(Records from a dataset)
'''
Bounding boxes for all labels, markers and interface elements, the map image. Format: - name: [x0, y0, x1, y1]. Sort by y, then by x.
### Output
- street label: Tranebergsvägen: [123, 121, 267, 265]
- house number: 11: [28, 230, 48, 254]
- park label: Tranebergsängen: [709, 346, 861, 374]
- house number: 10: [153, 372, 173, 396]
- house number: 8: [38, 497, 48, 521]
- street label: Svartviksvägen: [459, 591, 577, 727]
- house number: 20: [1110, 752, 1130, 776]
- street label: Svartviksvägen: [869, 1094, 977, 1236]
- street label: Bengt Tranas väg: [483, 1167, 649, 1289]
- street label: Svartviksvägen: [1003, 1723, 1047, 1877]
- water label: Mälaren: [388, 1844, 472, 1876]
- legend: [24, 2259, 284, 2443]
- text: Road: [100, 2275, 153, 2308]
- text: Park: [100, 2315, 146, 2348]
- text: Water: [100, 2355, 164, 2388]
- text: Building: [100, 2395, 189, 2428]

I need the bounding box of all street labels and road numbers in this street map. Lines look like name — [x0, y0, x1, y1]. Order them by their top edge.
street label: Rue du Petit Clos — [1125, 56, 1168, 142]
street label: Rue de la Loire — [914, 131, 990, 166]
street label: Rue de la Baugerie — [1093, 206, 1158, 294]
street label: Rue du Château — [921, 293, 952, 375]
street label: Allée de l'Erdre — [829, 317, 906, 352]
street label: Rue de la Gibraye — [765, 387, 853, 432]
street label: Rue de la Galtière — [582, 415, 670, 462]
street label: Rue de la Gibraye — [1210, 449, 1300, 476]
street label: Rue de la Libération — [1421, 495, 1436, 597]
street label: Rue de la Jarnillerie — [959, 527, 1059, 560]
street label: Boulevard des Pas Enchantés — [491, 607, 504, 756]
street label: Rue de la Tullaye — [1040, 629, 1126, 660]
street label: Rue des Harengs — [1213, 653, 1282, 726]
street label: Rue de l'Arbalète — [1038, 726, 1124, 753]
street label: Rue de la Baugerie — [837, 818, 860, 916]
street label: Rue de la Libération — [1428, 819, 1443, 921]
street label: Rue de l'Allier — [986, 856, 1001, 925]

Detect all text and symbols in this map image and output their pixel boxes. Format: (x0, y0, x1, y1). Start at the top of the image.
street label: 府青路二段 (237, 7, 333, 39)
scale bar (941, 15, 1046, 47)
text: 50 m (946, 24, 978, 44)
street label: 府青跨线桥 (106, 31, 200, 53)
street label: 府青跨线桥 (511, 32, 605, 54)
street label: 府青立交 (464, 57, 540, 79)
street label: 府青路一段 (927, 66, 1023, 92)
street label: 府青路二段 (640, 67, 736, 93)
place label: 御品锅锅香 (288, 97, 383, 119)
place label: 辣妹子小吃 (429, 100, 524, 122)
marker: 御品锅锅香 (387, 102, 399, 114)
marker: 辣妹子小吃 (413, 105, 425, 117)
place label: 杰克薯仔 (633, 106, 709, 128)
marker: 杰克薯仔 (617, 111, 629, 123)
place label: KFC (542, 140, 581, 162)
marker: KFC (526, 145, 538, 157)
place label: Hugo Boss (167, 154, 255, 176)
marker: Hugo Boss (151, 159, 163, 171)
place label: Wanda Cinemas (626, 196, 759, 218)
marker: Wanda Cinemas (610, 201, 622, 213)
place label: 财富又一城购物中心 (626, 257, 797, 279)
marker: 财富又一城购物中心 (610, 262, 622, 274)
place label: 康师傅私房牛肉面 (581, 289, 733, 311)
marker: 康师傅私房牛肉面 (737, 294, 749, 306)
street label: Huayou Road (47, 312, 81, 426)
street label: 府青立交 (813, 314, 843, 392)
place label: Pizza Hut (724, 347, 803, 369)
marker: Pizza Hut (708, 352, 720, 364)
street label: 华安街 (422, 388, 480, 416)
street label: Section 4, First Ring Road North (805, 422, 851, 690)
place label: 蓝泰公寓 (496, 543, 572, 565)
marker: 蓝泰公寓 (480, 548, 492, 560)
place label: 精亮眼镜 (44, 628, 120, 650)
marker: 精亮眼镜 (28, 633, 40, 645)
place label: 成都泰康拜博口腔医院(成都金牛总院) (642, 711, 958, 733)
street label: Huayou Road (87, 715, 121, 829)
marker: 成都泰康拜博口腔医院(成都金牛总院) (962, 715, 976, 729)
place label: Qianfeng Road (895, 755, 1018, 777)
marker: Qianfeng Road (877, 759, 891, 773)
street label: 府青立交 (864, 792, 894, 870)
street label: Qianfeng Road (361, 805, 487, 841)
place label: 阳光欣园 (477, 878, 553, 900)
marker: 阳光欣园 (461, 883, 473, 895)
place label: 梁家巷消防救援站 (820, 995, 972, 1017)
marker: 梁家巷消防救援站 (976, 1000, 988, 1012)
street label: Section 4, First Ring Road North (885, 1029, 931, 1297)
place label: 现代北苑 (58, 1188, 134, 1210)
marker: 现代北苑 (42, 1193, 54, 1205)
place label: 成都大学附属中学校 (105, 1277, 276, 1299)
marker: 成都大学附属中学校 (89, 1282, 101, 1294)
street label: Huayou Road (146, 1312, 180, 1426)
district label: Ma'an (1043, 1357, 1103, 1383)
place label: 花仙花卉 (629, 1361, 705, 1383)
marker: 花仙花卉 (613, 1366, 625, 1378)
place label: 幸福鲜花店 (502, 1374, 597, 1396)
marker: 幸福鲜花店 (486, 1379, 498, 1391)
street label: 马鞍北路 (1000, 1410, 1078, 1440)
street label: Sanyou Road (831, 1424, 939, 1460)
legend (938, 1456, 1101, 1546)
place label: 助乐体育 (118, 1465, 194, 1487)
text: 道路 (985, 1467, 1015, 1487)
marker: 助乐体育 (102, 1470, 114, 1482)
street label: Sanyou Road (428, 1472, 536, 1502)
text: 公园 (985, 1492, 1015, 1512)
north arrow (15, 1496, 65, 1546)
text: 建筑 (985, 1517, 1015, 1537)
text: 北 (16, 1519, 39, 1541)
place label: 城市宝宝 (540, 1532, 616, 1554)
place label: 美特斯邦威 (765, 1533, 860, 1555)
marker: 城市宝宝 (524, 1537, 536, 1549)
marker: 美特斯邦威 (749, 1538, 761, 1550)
'''
> _ASSIGNED TASK_
Would you be able to transcribe every line of the data exactly?

> _RESULT_
Bounding boxes for all labels, markers and interface elements, the map image. Format: - name: [x0, y0, x1, y1]. Sort by y, then by x.
### Output
- street label: Tranebergsvägen: [123, 121, 267, 265]
- house number: 11: [28, 230, 48, 254]
- park label: Tranebergsängen: [709, 346, 861, 374]
- house number: 10: [153, 372, 173, 396]
- house number: 8: [38, 497, 48, 521]
- street label: Svartviksvägen: [459, 591, 577, 727]
- house number: 20: [1110, 752, 1130, 776]
- street label: Svartviksvägen: [869, 1094, 977, 1236]
- street label: Bengt Tranas väg: [483, 1167, 649, 1289]
- street label: Svartviksvägen: [1003, 1723, 1047, 1877]
- water label: Mälaren: [388, 1844, 472, 1876]
- legend: [24, 2259, 284, 2443]
- text: Road: [100, 2275, 153, 2308]
- text: Park: [100, 2315, 146, 2348]
- text: Water: [100, 2355, 164, 2388]
- text: Building: [100, 2395, 189, 2428]

I need the bounding box of all street labels and road numbers in this street map. Lines look like name — [x0, y0, x1, y1]. Order them by their top edge.
street label: Rue du Petit Clos — [1125, 56, 1168, 142]
street label: Rue de la Loire — [914, 131, 990, 166]
street label: Rue de la Baugerie — [1093, 206, 1158, 294]
street label: Rue du Château — [921, 293, 952, 375]
street label: Allée de l'Erdre — [829, 317, 906, 352]
street label: Rue de la Gibraye — [765, 387, 853, 432]
street label: Rue de la Galtière — [582, 415, 670, 462]
street label: Rue de la Gibraye — [1210, 449, 1300, 476]
street label: Rue de la Libération — [1421, 495, 1436, 597]
street label: Rue de la Jarnillerie — [959, 527, 1059, 560]
street label: Boulevard des Pas Enchantés — [491, 607, 504, 756]
street label: Rue de la Tullaye — [1040, 629, 1126, 660]
street label: Rue des Harengs — [1213, 653, 1282, 726]
street label: Rue de l'Arbalète — [1038, 726, 1124, 753]
street label: Rue de la Baugerie — [837, 818, 860, 916]
street label: Rue de la Libération — [1428, 819, 1443, 921]
street label: Rue de l'Allier — [986, 856, 1001, 925]

Detect all text and symbols in this map image and output their pixel boxes. Format: (x0, y0, x1, y1). Start at the top of the image.
street label: 府青路二段 (237, 7, 333, 39)
scale bar (941, 15, 1046, 47)
text: 50 m (946, 24, 978, 44)
street label: 府青跨线桥 (106, 31, 200, 53)
street label: 府青跨线桥 (511, 32, 605, 54)
street label: 府青立交 (464, 57, 540, 79)
street label: 府青路一段 (927, 66, 1023, 92)
street label: 府青路二段 (640, 67, 736, 93)
place label: 御品锅锅香 (288, 97, 383, 119)
place label: 辣妹子小吃 (429, 100, 524, 122)
marker: 御品锅锅香 (387, 102, 399, 114)
marker: 辣妹子小吃 (413, 105, 425, 117)
place label: 杰克薯仔 (633, 106, 709, 128)
marker: 杰克薯仔 (617, 111, 629, 123)
place label: KFC (542, 140, 581, 162)
marker: KFC (526, 145, 538, 157)
place label: Hugo Boss (167, 154, 255, 176)
marker: Hugo Boss (151, 159, 163, 171)
place label: Wanda Cinemas (626, 196, 759, 218)
marker: Wanda Cinemas (610, 201, 622, 213)
place label: 财富又一城购物中心 (626, 257, 797, 279)
marker: 财富又一城购物中心 (610, 262, 622, 274)
place label: 康师傅私房牛肉面 (581, 289, 733, 311)
marker: 康师傅私房牛肉面 (737, 294, 749, 306)
street label: Huayou Road (47, 312, 81, 426)
street label: 府青立交 (813, 314, 843, 392)
place label: Pizza Hut (724, 347, 803, 369)
marker: Pizza Hut (708, 352, 720, 364)
street label: 华安街 (422, 388, 480, 416)
street label: Section 4, First Ring Road North (805, 422, 851, 690)
place label: 蓝泰公寓 (496, 543, 572, 565)
marker: 蓝泰公寓 (480, 548, 492, 560)
place label: 精亮眼镜 (44, 628, 120, 650)
marker: 精亮眼镜 (28, 633, 40, 645)
place label: 成都泰康拜博口腔医院(成都金牛总院) (642, 711, 958, 733)
street label: Huayou Road (87, 715, 121, 829)
marker: 成都泰康拜博口腔医院(成都金牛总院) (962, 715, 976, 729)
place label: Qianfeng Road (895, 755, 1018, 777)
marker: Qianfeng Road (877, 759, 891, 773)
street label: 府青立交 (864, 792, 894, 870)
street label: Qianfeng Road (361, 805, 487, 841)
place label: 阳光欣园 (477, 878, 553, 900)
marker: 阳光欣园 (461, 883, 473, 895)
place label: 梁家巷消防救援站 (820, 995, 972, 1017)
marker: 梁家巷消防救援站 (976, 1000, 988, 1012)
street label: Section 4, First Ring Road North (885, 1029, 931, 1297)
place label: 现代北苑 (58, 1188, 134, 1210)
marker: 现代北苑 (42, 1193, 54, 1205)
place label: 成都大学附属中学校 (105, 1277, 276, 1299)
marker: 成都大学附属中学校 (89, 1282, 101, 1294)
street label: Huayou Road (146, 1312, 180, 1426)
district label: Ma'an (1043, 1357, 1103, 1383)
place label: 花仙花卉 (629, 1361, 705, 1383)
marker: 花仙花卉 (613, 1366, 625, 1378)
place label: 幸福鲜花店 (502, 1374, 597, 1396)
marker: 幸福鲜花店 (486, 1379, 498, 1391)
street label: 马鞍北路 (1000, 1410, 1078, 1440)
street label: Sanyou Road (831, 1424, 939, 1460)
legend (938, 1456, 1101, 1546)
place label: 助乐体育 (118, 1465, 194, 1487)
text: 道路 (985, 1467, 1015, 1487)
marker: 助乐体育 (102, 1470, 114, 1482)
street label: Sanyou Road (428, 1472, 536, 1502)
text: 公园 (985, 1492, 1015, 1512)
north arrow (15, 1496, 65, 1546)
text: 建筑 (985, 1517, 1015, 1537)
text: 北 (16, 1519, 39, 1541)
place label: 城市宝宝 (540, 1532, 616, 1554)
place label: 美特斯邦威 (765, 1533, 860, 1555)
marker: 城市宝宝 (524, 1537, 536, 1549)
marker: 美特斯邦威 (749, 1538, 761, 1550)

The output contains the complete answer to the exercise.